[Opening Data for this task section]

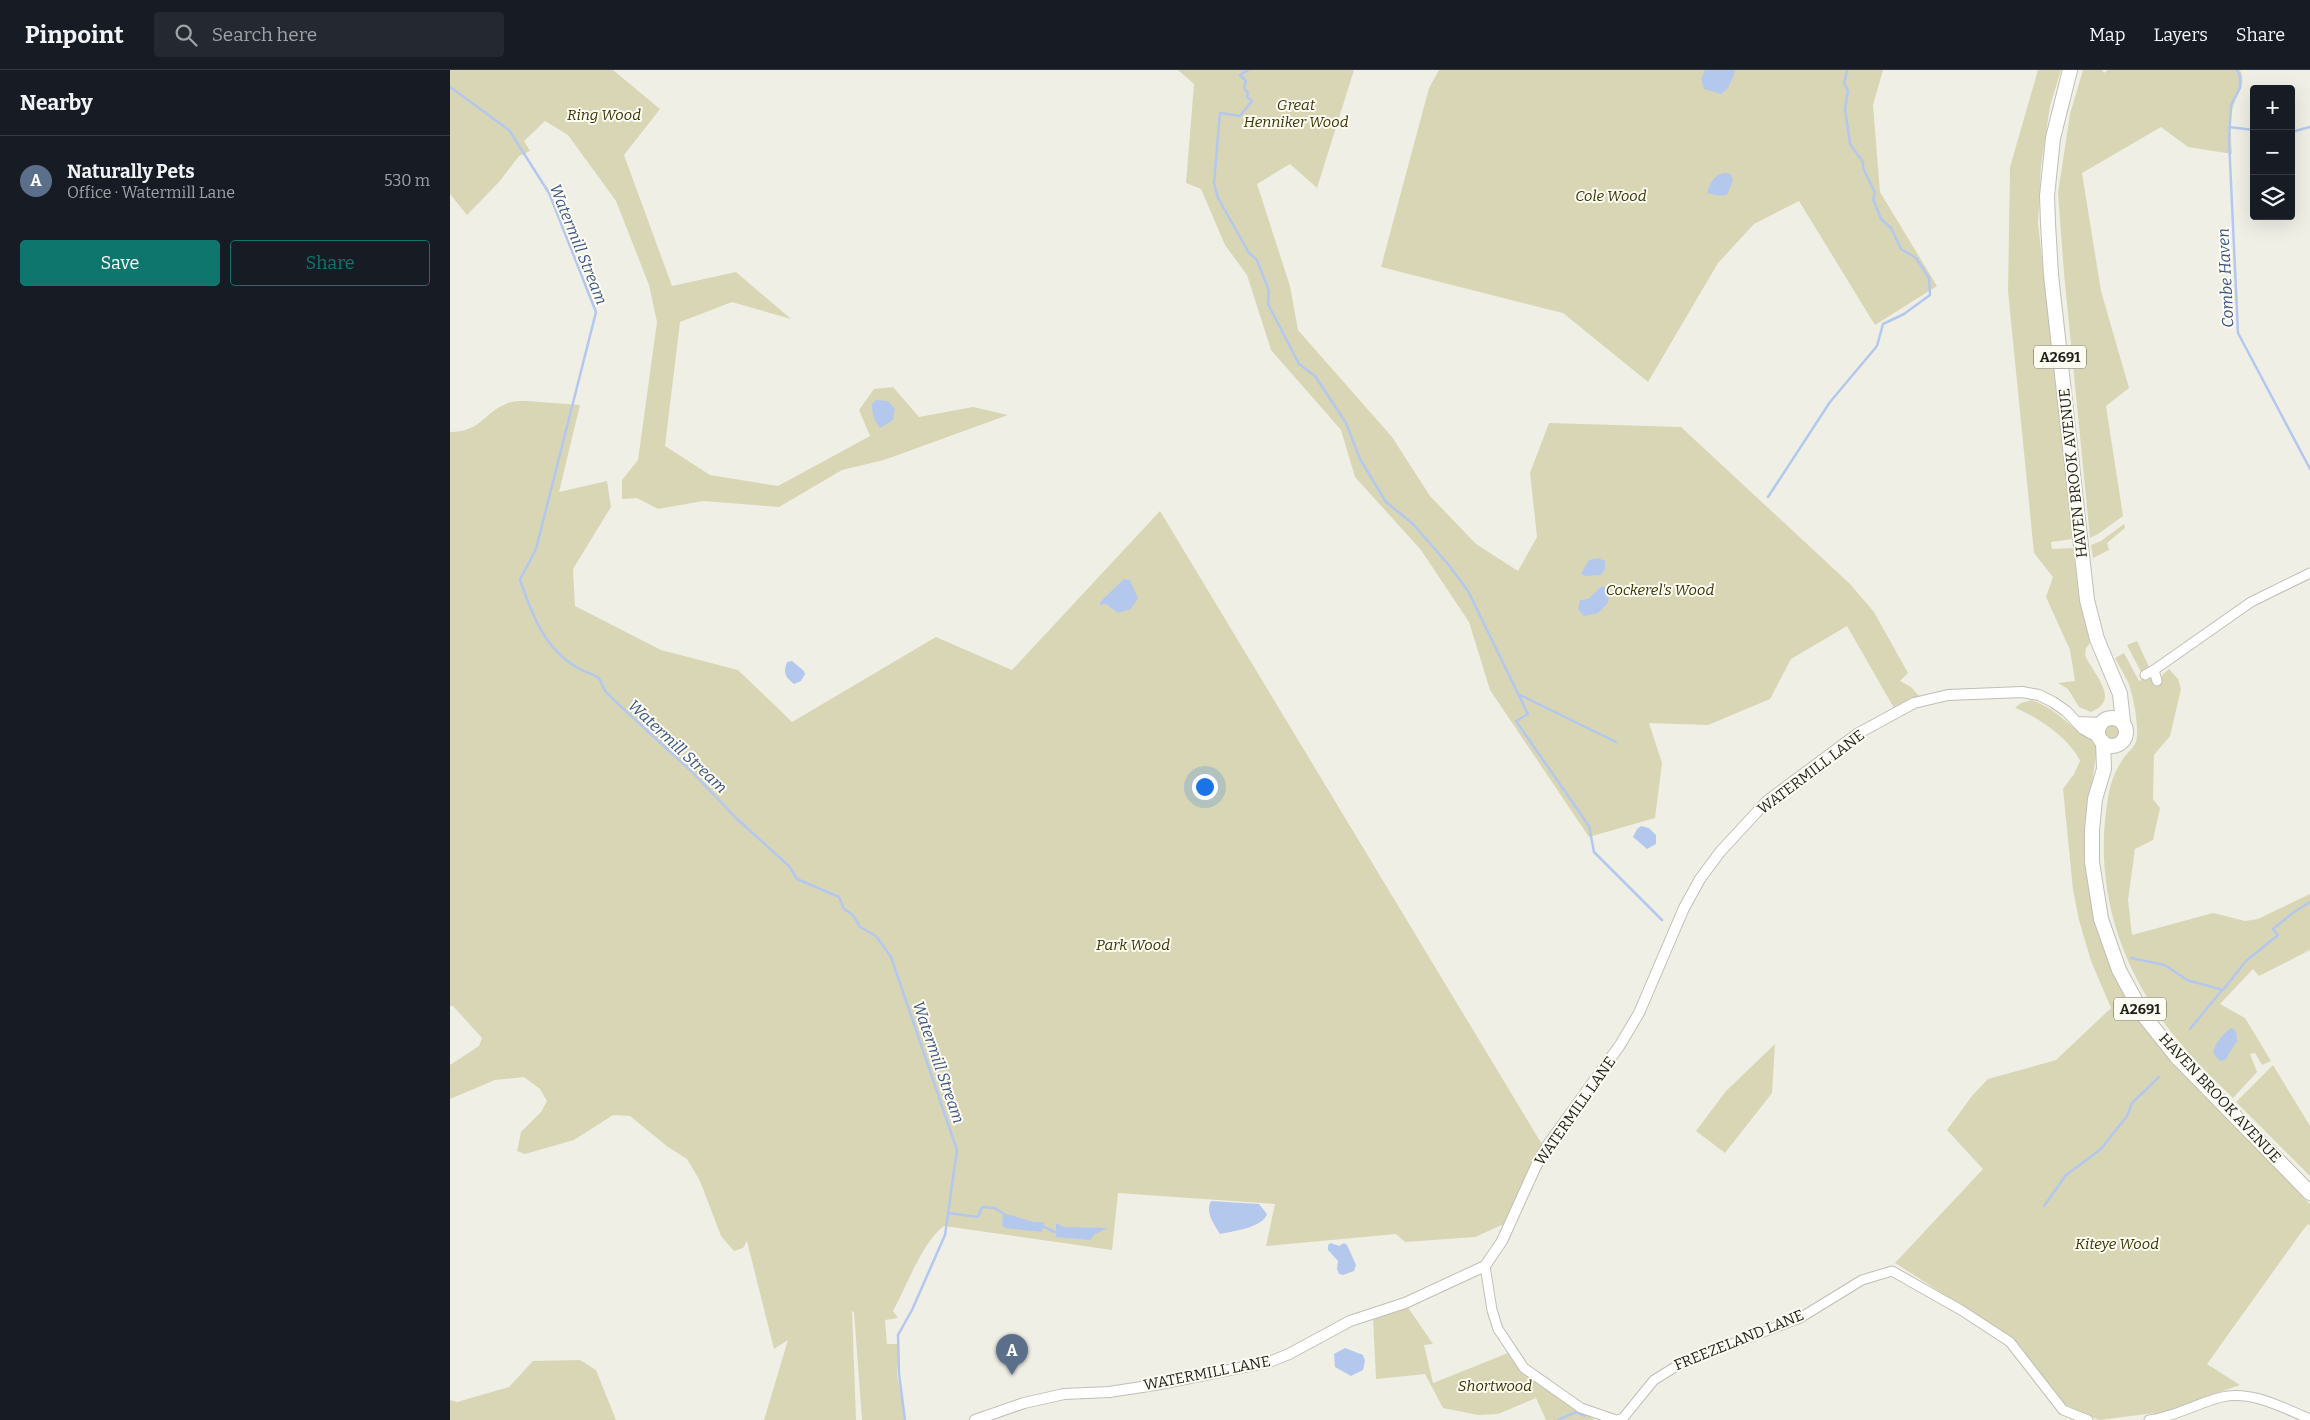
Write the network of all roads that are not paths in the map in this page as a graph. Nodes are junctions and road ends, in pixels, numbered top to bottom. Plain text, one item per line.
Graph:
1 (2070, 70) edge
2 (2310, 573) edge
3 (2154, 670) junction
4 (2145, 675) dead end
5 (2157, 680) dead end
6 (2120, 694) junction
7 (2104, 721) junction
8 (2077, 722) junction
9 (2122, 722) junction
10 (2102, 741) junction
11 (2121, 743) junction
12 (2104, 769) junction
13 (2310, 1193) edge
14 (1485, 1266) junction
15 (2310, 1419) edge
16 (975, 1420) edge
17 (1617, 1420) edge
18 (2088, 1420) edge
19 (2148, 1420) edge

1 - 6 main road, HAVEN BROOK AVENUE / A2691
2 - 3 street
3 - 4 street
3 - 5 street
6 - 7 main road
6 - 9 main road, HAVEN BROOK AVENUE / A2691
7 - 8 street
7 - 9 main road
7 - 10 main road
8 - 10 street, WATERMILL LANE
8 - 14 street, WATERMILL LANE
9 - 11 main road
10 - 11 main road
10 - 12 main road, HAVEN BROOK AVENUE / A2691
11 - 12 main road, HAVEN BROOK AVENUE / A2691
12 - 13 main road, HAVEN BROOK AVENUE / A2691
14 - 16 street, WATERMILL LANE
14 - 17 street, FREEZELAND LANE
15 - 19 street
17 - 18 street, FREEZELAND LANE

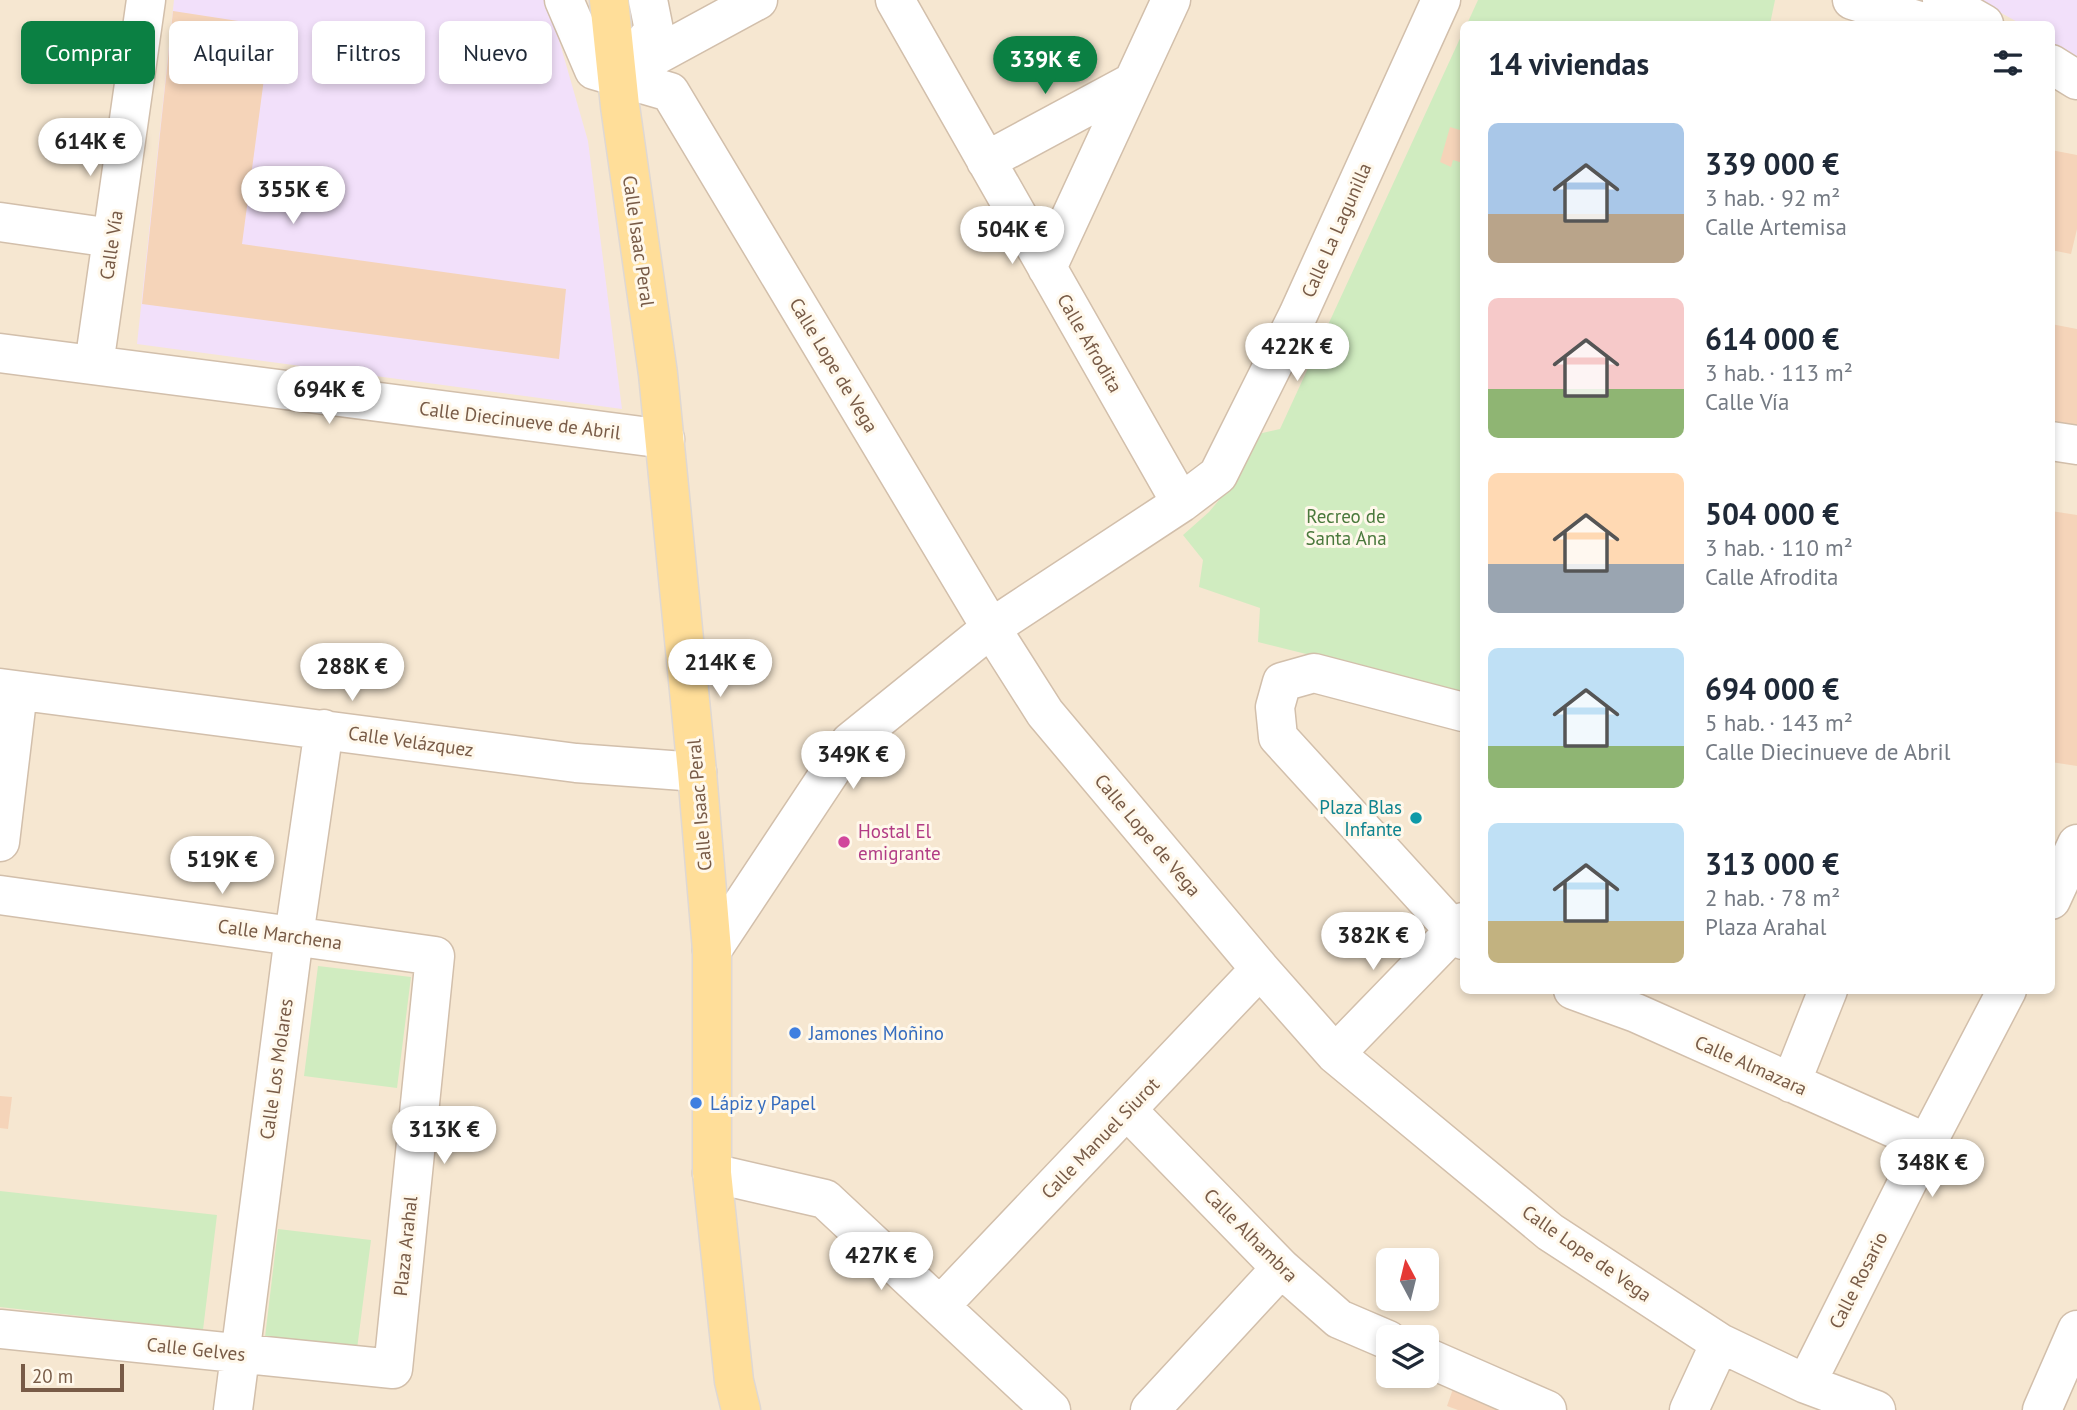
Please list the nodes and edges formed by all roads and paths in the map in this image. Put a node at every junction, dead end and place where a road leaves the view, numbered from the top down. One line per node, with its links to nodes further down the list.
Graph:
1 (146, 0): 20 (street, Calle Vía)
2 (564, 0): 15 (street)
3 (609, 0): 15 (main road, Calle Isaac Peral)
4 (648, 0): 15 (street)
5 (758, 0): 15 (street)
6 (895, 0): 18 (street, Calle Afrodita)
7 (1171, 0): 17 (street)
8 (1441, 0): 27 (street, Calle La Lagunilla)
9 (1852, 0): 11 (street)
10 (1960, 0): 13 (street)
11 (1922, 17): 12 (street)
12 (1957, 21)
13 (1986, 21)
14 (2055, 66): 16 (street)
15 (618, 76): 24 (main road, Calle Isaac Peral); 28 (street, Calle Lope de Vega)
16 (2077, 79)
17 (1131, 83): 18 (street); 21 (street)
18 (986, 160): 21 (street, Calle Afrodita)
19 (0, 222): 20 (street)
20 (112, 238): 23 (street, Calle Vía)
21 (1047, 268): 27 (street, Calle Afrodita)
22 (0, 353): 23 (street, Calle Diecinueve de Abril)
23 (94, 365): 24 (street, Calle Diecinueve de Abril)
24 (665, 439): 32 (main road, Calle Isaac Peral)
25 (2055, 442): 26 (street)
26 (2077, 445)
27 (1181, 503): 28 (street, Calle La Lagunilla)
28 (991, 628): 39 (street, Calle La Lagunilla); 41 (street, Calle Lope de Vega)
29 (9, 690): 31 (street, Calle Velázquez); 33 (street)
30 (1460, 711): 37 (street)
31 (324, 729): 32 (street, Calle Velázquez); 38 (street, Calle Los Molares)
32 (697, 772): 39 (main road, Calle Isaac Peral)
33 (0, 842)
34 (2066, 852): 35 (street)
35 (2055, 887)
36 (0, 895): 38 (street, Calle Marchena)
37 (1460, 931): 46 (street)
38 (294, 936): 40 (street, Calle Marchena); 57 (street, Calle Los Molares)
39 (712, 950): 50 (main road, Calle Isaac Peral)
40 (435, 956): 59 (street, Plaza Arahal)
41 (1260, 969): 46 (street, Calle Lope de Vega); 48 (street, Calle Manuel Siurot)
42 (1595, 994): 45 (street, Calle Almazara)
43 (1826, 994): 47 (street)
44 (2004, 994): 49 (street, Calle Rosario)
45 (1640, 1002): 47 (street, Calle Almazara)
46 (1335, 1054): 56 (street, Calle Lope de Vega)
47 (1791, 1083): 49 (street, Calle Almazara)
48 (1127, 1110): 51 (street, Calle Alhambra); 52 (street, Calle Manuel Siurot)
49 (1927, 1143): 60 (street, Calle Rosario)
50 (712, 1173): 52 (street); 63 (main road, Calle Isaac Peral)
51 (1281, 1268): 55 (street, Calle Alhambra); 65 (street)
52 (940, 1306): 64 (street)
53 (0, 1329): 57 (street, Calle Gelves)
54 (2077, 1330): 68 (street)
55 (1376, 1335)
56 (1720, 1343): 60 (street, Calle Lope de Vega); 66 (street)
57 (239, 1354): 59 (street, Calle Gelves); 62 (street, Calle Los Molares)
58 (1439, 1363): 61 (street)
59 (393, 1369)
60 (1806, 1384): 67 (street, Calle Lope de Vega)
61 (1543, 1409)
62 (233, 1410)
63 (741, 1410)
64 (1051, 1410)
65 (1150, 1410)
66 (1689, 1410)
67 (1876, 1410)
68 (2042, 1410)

[Closing Data for this task section]

Output the entries above verbatim, leaving out images.

Answer space |
Write the network of all roads that are not paths in the map in this page as a graph. Nodes are junctions and road ends, in pixels, numbered top to bottom. Plain text, one item per line.
Graph:
1 (2070, 70) edge
2 (2310, 573) edge
3 (2154, 670) junction
4 (2145, 675) dead end
5 (2157, 680) dead end
6 (2120, 694) junction
7 (2104, 721) junction
8 (2077, 722) junction
9 (2122, 722) junction
10 (2102, 741) junction
11 (2121, 743) junction
12 (2104, 769) junction
13 (2310, 1193) edge
14 (1485, 1266) junction
15 (2310, 1419) edge
16 (975, 1420) edge
17 (1617, 1420) edge
18 (2088, 1420) edge
19 (2148, 1420) edge

1 - 6 main road, HAVEN BROOK AVENUE / A2691
2 - 3 street
3 - 4 street
3 - 5 street
6 - 7 main road
6 - 9 main road, HAVEN BROOK AVENUE / A2691
7 - 8 street
7 - 9 main road
7 - 10 main road
8 - 10 street, WATERMILL LANE
8 - 14 street, WATERMILL LANE
9 - 11 main road
10 - 11 main road
10 - 12 main road, HAVEN BROOK AVENUE / A2691
11 - 12 main road, HAVEN BROOK AVENUE / A2691
12 - 13 main road, HAVEN BROOK AVENUE / A2691
14 - 16 street, WATERMILL LANE
14 - 17 street, FREEZELAND LANE
15 - 19 street
17 - 18 street, FREEZELAND LANE

Please list the nodes and edges formed by all roads and paths in the map in this image. Put a node at every junction, dead end and place where a road leaves the view, numbered from the top down. One line per node, with its links to nodes further down the list.
Graph:
1 (146, 0): 20 (street, Calle Vía)
2 (564, 0): 15 (street)
3 (609, 0): 15 (main road, Calle Isaac Peral)
4 (648, 0): 15 (street)
5 (758, 0): 15 (street)
6 (895, 0): 18 (street, Calle Afrodita)
7 (1171, 0): 17 (street)
8 (1441, 0): 27 (street, Calle La Lagunilla)
9 (1852, 0): 11 (street)
10 (1960, 0): 13 (street)
11 (1922, 17): 12 (street)
12 (1957, 21)
13 (1986, 21)
14 (2055, 66): 16 (street)
15 (618, 76): 24 (main road, Calle Isaac Peral); 28 (street, Calle Lope de Vega)
16 (2077, 79)
17 (1131, 83): 18 (street); 21 (street)
18 (986, 160): 21 (street, Calle Afrodita)
19 (0, 222): 20 (street)
20 (112, 238): 23 (street, Calle Vía)
21 (1047, 268): 27 (street, Calle Afrodita)
22 (0, 353): 23 (street, Calle Diecinueve de Abril)
23 (94, 365): 24 (street, Calle Diecinueve de Abril)
24 (665, 439): 32 (main road, Calle Isaac Peral)
25 (2055, 442): 26 (street)
26 (2077, 445)
27 (1181, 503): 28 (street, Calle La Lagunilla)
28 (991, 628): 39 (street, Calle La Lagunilla); 41 (street, Calle Lope de Vega)
29 (9, 690): 31 (street, Calle Velázquez); 33 (street)
30 (1460, 711): 37 (street)
31 (324, 729): 32 (street, Calle Velázquez); 38 (street, Calle Los Molares)
32 (697, 772): 39 (main road, Calle Isaac Peral)
33 (0, 842)
34 (2066, 852): 35 (street)
35 (2055, 887)
36 (0, 895): 38 (street, Calle Marchena)
37 (1460, 931): 46 (street)
38 (294, 936): 40 (street, Calle Marchena); 57 (street, Calle Los Molares)
39 (712, 950): 50 (main road, Calle Isaac Peral)
40 (435, 956): 59 (street, Plaza Arahal)
41 (1260, 969): 46 (street, Calle Lope de Vega); 48 (street, Calle Manuel Siurot)
42 (1595, 994): 45 (street, Calle Almazara)
43 (1826, 994): 47 (street)
44 (2004, 994): 49 (street, Calle Rosario)
45 (1640, 1002): 47 (street, Calle Almazara)
46 (1335, 1054): 56 (street, Calle Lope de Vega)
47 (1791, 1083): 49 (street, Calle Almazara)
48 (1127, 1110): 51 (street, Calle Alhambra); 52 (street, Calle Manuel Siurot)
49 (1927, 1143): 60 (street, Calle Rosario)
50 (712, 1173): 52 (street); 63 (main road, Calle Isaac Peral)
51 (1281, 1268): 55 (street, Calle Alhambra); 65 (street)
52 (940, 1306): 64 (street)
53 (0, 1329): 57 (street, Calle Gelves)
54 (2077, 1330): 68 (street)
55 (1376, 1335)
56 (1720, 1343): 60 (street, Calle Lope de Vega); 66 (street)
57 (239, 1354): 59 (street, Calle Gelves); 62 (street, Calle Los Molares)
58 (1439, 1363): 61 (street)
59 (393, 1369)
60 (1806, 1384): 67 (street, Calle Lope de Vega)
61 (1543, 1409)
62 (233, 1410)
63 (741, 1410)
64 (1051, 1410)
65 (1150, 1410)
66 (1689, 1410)
67 (1876, 1410)
68 (2042, 1410)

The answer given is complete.